───── Data for this task ─────

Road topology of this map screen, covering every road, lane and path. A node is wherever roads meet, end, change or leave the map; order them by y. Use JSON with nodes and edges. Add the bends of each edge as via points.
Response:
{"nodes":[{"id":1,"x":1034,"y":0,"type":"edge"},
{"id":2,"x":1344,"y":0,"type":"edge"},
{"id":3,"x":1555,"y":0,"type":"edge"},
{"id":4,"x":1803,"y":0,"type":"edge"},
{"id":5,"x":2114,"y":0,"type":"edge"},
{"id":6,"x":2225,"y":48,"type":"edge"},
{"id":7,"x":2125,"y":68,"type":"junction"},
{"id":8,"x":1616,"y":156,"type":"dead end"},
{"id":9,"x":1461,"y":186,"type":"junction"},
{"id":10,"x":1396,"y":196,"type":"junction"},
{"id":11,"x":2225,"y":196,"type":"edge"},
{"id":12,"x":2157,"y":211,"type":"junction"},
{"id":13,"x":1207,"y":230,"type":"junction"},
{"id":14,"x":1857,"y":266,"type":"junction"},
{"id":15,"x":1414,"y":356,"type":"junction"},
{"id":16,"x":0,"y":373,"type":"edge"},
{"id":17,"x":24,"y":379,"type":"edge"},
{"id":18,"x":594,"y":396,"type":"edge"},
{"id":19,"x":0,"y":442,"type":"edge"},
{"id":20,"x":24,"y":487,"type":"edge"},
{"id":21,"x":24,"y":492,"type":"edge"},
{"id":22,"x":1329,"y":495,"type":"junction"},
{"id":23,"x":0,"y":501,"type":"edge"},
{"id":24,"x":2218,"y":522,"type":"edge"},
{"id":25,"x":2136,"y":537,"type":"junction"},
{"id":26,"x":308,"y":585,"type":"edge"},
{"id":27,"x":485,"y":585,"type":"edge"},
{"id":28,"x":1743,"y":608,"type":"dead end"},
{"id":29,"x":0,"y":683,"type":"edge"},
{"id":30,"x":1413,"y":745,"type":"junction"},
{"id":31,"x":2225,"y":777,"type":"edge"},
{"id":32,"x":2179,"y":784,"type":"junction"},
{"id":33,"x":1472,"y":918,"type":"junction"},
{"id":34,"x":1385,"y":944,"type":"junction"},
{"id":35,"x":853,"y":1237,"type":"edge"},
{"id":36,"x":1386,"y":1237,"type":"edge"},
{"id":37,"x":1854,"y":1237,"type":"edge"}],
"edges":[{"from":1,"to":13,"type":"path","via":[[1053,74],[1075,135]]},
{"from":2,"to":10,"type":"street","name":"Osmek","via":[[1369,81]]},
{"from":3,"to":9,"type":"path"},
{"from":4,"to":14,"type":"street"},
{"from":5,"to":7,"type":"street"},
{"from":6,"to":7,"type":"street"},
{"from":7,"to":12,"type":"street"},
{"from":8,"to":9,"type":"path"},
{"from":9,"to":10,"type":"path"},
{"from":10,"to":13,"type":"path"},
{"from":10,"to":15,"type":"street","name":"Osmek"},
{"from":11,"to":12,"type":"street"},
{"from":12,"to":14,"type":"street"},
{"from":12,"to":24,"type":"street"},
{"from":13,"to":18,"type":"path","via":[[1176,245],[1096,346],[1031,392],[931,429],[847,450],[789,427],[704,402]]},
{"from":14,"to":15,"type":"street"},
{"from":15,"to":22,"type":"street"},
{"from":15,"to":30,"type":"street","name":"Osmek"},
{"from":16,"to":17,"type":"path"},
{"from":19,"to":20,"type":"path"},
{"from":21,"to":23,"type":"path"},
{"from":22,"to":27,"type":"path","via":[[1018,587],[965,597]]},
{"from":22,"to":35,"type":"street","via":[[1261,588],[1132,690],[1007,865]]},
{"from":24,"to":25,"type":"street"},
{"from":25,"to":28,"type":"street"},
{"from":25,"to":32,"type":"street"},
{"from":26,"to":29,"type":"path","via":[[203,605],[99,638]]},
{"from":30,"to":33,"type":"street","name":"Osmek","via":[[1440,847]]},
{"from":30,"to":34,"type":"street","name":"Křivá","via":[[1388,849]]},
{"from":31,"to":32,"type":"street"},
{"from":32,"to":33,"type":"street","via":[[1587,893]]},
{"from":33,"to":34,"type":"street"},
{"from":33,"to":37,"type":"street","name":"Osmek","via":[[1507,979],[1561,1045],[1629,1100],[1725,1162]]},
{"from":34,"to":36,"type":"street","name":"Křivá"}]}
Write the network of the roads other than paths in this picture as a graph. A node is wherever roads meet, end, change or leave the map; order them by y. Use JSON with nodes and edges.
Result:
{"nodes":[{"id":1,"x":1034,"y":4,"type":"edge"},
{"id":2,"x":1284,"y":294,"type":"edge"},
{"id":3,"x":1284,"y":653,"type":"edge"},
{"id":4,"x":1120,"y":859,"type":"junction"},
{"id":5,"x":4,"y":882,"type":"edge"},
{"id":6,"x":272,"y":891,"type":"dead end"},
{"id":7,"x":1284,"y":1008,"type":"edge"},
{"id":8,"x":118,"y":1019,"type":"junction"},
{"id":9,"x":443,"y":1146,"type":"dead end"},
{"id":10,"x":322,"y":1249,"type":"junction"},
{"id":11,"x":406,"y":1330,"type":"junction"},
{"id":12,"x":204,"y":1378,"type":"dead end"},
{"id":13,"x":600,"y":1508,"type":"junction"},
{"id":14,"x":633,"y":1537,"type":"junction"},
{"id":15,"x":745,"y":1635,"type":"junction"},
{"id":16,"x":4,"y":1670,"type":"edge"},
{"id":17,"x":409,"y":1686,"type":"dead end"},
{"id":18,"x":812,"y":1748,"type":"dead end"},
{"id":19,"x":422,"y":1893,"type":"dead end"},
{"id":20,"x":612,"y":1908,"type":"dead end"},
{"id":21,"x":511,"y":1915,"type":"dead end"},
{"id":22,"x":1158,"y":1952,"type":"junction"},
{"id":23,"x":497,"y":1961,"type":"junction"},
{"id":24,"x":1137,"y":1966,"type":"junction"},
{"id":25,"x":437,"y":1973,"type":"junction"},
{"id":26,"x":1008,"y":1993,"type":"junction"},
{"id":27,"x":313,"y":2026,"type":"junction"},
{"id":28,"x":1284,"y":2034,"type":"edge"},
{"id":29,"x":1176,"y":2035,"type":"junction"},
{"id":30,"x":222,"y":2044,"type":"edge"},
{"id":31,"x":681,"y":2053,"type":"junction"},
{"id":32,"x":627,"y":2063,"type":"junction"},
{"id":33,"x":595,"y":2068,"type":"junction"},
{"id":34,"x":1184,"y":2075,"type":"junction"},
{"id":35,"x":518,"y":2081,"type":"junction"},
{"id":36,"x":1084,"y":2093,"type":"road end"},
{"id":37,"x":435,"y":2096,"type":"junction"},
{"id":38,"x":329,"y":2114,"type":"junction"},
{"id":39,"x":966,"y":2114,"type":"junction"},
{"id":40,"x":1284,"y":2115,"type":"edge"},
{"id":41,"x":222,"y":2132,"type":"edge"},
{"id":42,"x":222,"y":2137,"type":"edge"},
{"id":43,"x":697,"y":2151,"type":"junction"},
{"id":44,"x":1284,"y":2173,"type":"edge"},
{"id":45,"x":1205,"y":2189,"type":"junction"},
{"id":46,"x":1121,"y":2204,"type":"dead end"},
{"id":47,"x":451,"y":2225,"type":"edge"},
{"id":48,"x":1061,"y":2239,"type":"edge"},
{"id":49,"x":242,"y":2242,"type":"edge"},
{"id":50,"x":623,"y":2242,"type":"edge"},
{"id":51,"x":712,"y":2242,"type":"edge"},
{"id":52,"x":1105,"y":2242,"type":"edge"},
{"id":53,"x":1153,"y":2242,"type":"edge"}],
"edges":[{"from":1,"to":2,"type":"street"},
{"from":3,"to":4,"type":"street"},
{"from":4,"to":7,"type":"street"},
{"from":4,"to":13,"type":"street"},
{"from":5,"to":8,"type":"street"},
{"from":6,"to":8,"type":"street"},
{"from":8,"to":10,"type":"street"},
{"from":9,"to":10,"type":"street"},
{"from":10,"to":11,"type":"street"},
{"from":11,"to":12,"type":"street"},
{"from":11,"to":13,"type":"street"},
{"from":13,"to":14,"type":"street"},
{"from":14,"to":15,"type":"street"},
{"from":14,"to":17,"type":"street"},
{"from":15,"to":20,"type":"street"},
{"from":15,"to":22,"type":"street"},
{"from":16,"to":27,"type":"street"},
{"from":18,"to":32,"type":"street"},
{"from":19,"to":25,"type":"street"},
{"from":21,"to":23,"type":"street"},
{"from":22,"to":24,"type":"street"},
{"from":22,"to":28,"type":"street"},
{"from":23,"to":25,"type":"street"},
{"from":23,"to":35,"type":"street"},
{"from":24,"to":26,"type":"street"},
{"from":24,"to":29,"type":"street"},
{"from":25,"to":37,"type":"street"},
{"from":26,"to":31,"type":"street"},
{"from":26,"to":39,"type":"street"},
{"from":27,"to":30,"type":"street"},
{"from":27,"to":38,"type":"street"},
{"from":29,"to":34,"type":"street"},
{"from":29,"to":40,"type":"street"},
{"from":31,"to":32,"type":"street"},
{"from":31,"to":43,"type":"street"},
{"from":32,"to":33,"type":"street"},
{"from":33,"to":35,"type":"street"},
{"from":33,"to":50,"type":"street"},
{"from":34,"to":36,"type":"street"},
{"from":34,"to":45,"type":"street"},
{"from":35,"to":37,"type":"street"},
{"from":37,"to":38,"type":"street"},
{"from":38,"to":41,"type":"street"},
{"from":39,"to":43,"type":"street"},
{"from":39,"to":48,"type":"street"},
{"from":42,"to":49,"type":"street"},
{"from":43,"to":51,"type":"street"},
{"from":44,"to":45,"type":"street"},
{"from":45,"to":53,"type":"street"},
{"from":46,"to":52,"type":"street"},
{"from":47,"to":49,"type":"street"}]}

─────

# Requirement
Copy all lines of the listing above that contain the string "name".

# Your solution
{"from":2,"to":10,"type":"street","name":"Osmek","via":[[1369,81]]},
{"from":10,"to":15,"type":"street","name":"Osmek"},
{"from":15,"to":30,"type":"street","name":"Osmek"},
{"from":30,"to":33,"type":"street","name":"Osmek","via":[[1440,847]]},
{"from":30,"to":34,"type":"street","name":"Křivá","via":[[1388,849]]},
{"from":33,"to":37,"type":"street","name":"Osmek","via":[[1507,979],[1561,1045],[1629,1100],[1725,1162]]},
{"from":34,"to":36,"type":"street","name":"Křivá"}]}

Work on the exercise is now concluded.